Embora a pressão fiscal não possa ser desprezada, e, para 2021, subsistam incertezas sobre a dinâmica dos gastos públicos, em função do repique da pandemia e suas consequências sobre as populações vulneráveis, os diretores do BC, reunidos no Copom, repetindo posição dos últimos encontros, consideraram, nesta última reunião de 2020, que o regime fiscal se mantém sustentável.

Por isso, mesmo que os fatores externos já mencionados não tivessem influenciado a decisão de deixar a taxa Selic estacionada, a manutenção dos juros básicos não estava ameaçada. O repique inflacionário atual decorre de problemas nos mercados de bens e serviços, que passa por uma etapa de retomada da demanda, concentrada em produtos básicos, fruto dos restos do auxílio emergencial, com restrições na oferta, em decorrência da desorganização da produção trazida pela pandemia.

Com a ociosidade vigente, que, no mercado de trabalho, resulta em desemprego recorde, caminhando para 15% e, se seguisse a normalidade pré-pandemia, encontrando-se perto de 25%, é mais difícil acreditar em forças inflacionárias estruturais.
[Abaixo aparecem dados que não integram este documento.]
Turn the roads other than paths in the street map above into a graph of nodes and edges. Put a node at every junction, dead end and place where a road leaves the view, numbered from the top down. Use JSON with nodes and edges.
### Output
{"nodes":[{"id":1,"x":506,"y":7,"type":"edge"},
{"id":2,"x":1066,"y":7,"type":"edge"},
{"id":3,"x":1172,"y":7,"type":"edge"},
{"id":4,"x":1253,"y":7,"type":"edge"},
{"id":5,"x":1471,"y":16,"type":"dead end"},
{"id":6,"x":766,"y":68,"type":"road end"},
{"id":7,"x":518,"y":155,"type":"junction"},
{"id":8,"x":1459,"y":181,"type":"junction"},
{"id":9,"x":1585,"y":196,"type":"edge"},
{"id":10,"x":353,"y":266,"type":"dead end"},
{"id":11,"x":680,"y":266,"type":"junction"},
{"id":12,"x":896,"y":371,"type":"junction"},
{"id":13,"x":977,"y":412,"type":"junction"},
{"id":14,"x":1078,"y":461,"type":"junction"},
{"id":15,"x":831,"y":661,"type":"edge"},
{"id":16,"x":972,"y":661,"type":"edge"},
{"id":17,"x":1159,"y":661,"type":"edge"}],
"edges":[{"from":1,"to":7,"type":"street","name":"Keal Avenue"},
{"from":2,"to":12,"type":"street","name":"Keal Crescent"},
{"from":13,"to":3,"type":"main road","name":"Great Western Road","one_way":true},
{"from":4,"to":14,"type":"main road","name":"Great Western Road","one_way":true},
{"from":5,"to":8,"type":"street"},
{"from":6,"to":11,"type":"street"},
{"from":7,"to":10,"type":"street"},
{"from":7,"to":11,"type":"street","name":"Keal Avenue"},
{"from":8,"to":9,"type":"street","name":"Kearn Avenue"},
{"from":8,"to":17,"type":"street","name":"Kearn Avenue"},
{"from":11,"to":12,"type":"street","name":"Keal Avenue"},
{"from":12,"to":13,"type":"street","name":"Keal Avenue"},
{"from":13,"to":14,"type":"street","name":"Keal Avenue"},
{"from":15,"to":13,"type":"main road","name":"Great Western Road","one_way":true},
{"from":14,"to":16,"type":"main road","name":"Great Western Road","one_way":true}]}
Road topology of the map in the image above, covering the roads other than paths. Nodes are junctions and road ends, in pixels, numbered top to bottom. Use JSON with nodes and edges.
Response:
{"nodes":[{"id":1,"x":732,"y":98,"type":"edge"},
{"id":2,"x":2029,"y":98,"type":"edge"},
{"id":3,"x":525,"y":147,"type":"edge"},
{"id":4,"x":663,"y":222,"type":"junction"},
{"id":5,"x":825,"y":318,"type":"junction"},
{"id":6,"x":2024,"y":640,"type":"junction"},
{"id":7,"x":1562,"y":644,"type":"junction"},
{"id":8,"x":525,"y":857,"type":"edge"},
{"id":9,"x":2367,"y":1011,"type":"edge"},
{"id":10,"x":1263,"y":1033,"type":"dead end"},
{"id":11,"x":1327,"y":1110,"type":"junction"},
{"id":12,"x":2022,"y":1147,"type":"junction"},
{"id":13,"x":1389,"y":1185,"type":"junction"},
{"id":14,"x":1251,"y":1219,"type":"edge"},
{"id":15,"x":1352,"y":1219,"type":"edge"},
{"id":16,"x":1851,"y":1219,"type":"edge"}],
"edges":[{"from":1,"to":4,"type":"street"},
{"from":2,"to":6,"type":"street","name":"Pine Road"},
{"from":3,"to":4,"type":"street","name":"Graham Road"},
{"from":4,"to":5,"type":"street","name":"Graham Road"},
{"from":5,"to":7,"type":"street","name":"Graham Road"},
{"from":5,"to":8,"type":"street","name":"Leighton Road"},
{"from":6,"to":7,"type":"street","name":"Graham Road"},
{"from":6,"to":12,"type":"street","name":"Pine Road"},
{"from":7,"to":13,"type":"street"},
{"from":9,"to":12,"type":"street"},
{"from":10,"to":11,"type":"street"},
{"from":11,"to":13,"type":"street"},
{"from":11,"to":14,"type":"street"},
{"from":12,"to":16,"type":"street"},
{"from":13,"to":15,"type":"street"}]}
Tanto isso é verdade que as projeções para a inflação em 2021 ainda rondam abaixo do centro da meta, fixada para o ano que vem em 3,75%. A conferir como a alta de preços evolui. E, principalmente, como a questão fiscal se desenrola.

Não dá para cravar a permanência da taxa básica no nível baixo em se encontra por todo o ano de 2021 porque sobrevivem muitas incertezas. São incertezas sobre a dinâmica da pandemia, afetada pela atitude negacionista do governo. O que, por seu lado, interfere, muito negativamente, não só no horizonte e na amplitude dos programas de vacinação, mas também nas ações do governo que garantam a organização da economia.